The Inland Empire retail market no longer plays second fiddle to Los Angeles and Orange counties.
That’s the opinion expressed by CBRE in its third quarter report on retail in Riverside and San Bernardino counties, which describes a strong market that appears to be getting stronger. Vacancy is declining, net absorption and construction are rising and lease rates are solid and also going up.
The report, released last week, notes that the local retail market has been gathering strength for some time. Vacant land in both counties has given way to residential development, the logistics industry – helped recently by the rise in commerce – has added jobs and the region has benefited from an increase in young residents looking for “trendy” retail.
The third quarter numbers – 8.5 percent vacancy, 327,166 square feet of net absorption, 621,000 square feet of construction and average lease rates of $2.05 a square foot – back up that assessment.
“A long-held belief that the Inland Empire is nothing more than a tertiary market compared with its Los Angeles and Orange County neighbors is coming to an end,” the report states.
During the third quarter, the Renaissance Marketplace, a 361,381-square-foot project in Rialto, welcomed its first tenants. In Fontana, the City Center, an Aldi-anchored neighborhood shopping center, opened its doors, as did Metro on Main, a 72,673-square-foot development in Corona within walking distance of the city’s Metrolink station.
Also, the first phase of the Goodman Commerce Center in Eastvale, a 172,268 square foot project, opened earlier this year, and the 81,618-square-foot Elsinore Central Marketplace is on schedule to open by the end of the year in South Riverside County. Its primary anchor tenants will be Marshalls and ULTA.
Other “notable transactions” during the third quarter included Empower Youth Sports – 39,324 square feet – in Chino, Dick’s Sporting Goods – 39,000 square feet – in Eastvale and DD’s Discount – 18,040 square feet – in Hesperia.
More than 621,200 square feet of retail space is expected to be completed in the Inland Empire “in the very near future,” according to the report.
Right now, the Inland retail market might be performing as well as it ever has, said Ryan Gast, senior associate and a retail specialist with CBRE.
One reason is that region’s unemployment rate – 4.1 percent in September, according to the state employment development department – is staying down, which means people have more money to spend.
“I’ve been in this market for four and half years and right now it’s as strong as I’ve ever seen it,” Gast said. “It has affordable housing and its unemployment rate is low. The numbers are as good as they’ve ever been.

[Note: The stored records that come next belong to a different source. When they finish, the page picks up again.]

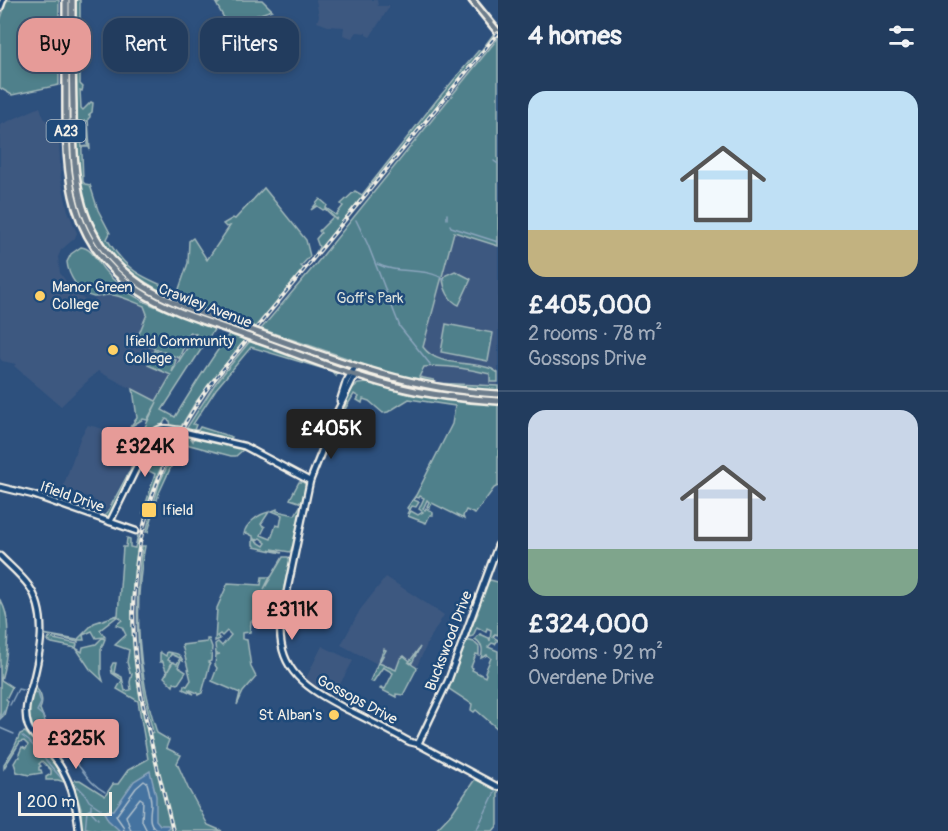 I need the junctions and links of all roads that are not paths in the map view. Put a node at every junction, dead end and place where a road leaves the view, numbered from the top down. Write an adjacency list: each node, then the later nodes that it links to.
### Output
1 (3, 0): 5 (street)
2 (66, 0): 7 (main road, Crawley Avenue / A23)
3 (72, 0): 7 (main road, Crawley Avenue / A23)
4 (472, 0): 6 (main road)
5 (0, 8)
6 (498, 32)
7 (88, 237): 8 (main road, Crawley Avenue / A23, bridge); 9 (main road, Crawley Avenue / A23, bridge)
8 (340, 369): 9 (main road, Crawley Avenue / A23); 10 (street)
9 (354, 371): 10 (street); 11 (main road, Crawley Avenue / A23); 12 (main road, Crawley Avenue / A23); 13 (street, Gossops Drive)
10 (346, 382): 13 (street)
11 (498, 394)
12 (498, 401)
13 (338, 410): 14 (street, Gossops Drive)
14 (310, 481): 16 (street); 20 (street, Gossops Drive)
15 (0, 487): 16 (street, Ifield Drive)
16 (110, 522): 17 (street, Ifield Drive)
17 (136, 531)
18 (498, 545): 20 (street, Buckswood Drive)
19 (0, 556): 22 (street)
20 (418, 744): 21 (street, Gossops Drive)
21 (498, 787)
22 (79, 831)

In some ways it might be a better retail market than Los Angeles or Orange County.”
The performance of the Inland retail market calls into question the idea that e-commerce is putting traditional brick-and-mortar retail out of business.
“The statistics can show it one way or the other depending on how you use them,” Gast said. “But traditional retail isn’t going away, it’s just evolving.”
Retail is “survival of the fittest,” and the retailers who given people a reason to shop with them ultimately will survive, said Jay Prag, professor of economics at Claremont Graduate University’s Drucker School of Management.
“You have to give people a reason to go out and fight their way into your parking lot,” said Prag, who said he expects the economy – and therefore the retail sector – to remain strong in the immediate future. “If you do that you’ll remain in business.”
But some major retailers are cutting back, and that could lead to less logistics construction in the Inland Empire during the next year or so, said Carol Plowman, senior vice president and a retail specialist with Lee & Associates Ontario.
“Construction is actually flattening out a little bit, but I think that’s more of a correction in the market than it is a downturn,” Plowman said. “Things are going to slow down slightly, but there will still be growth.”
The local industrial market is as strong as its ever been, and that bodes well for the Inland retail market, said Jerry Holdner, director of research for Kidder Mathews, a West Coast commercial real estate firm.
“They can’t build industrial buildings fast enough, and that feeds retail,” said Holdner, who works out of the firm’s Irvine office. “People are also spending money. My biggest concern is the election. If the Democrats taken the House we could end up with gridlock, where nothing gets done, and that would slow things down.”
The Inland retail market is likely to stay strong for at least another year to 18 months, and maybe longer, according to Gast.
“I don’t see anything that indicates the economy is about to slow down,” Gast said.